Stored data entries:
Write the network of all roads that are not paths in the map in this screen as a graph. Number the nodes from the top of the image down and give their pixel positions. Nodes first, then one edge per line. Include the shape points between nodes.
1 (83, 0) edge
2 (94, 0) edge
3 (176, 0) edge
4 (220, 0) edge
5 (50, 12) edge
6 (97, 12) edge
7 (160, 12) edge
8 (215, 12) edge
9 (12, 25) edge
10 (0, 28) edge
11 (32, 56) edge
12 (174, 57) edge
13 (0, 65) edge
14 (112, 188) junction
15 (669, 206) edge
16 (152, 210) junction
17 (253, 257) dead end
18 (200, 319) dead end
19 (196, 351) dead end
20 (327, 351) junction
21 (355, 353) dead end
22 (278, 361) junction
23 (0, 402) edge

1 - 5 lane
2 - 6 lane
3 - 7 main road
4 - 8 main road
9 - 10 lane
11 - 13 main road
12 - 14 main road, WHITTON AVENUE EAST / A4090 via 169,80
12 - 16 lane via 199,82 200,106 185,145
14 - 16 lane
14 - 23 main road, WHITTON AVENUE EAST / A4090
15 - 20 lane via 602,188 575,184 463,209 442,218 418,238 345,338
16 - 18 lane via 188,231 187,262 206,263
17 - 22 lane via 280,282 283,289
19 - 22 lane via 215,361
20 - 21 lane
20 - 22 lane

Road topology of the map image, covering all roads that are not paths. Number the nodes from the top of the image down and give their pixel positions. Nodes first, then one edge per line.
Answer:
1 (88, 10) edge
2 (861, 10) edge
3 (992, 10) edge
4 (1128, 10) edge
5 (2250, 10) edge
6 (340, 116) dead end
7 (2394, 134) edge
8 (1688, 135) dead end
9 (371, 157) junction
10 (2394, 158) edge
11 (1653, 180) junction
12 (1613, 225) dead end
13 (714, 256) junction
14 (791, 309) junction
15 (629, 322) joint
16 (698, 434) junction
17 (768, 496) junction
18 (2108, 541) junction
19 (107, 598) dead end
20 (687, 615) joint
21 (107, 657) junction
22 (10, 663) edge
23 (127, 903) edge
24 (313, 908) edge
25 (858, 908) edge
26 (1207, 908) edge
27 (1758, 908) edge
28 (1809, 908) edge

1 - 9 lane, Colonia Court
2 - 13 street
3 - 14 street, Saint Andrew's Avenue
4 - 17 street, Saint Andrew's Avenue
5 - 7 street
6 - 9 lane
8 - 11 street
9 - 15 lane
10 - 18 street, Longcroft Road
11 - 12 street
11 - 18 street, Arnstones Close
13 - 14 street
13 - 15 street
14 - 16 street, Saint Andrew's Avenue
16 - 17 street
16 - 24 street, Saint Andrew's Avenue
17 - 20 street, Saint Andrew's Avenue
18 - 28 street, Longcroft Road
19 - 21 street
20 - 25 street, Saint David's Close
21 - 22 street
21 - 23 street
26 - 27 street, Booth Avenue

• **Assignment**
Please copy, word for word, every line from the first line of the records through the line containing "Road topology of", with both of those lines included and nothing else.

• **Answer below**
Write the network of all roads that are not paths in the map in this screen as a graph. Number the nodes from the top of the image down and give their pixel positions. Nodes first, then one edge per line. Include the shape points between nodes.
1 (83, 0) edge
2 (94, 0) edge
3 (176, 0) edge
4 (220, 0) edge
5 (50, 12) edge
6 (97, 12) edge
7 (160, 12) edge
8 (215, 12) edge
9 (12, 25) edge
10 (0, 28) edge
11 (32, 56) edge
12 (174, 57) edge
13 (0, 65) edge
14 (112, 188) junction
15 (669, 206) edge
16 (152, 210) junction
17 (253, 257) dead end
18 (200, 319) dead end
19 (196, 351) dead end
20 (327, 351) junction
21 (355, 353) dead end
22 (278, 361) junction
23 (0, 402) edge

1 - 5 lane
2 - 6 lane
3 - 7 main road
4 - 8 main road
9 - 10 lane
11 - 13 main road
12 - 14 main road, WHITTON AVENUE EAST / A4090 via 169,80
12 - 16 lane via 199,82 200,106 185,145
14 - 16 lane
14 - 23 main road, WHITTON AVENUE EAST / A4090
15 - 20 lane via 602,188 575,184 463,209 442,218 418,238 345,338
16 - 18 lane via 188,231 187,262 206,263
17 - 22 lane via 280,282 283,289
19 - 22 lane via 215,361
20 - 21 lane
20 - 22 lane

Road topology of the map image, covering all roads that are not paths. Number the nodes from the top of the image down and give their pixel positions. Nodes first, then one edge per line.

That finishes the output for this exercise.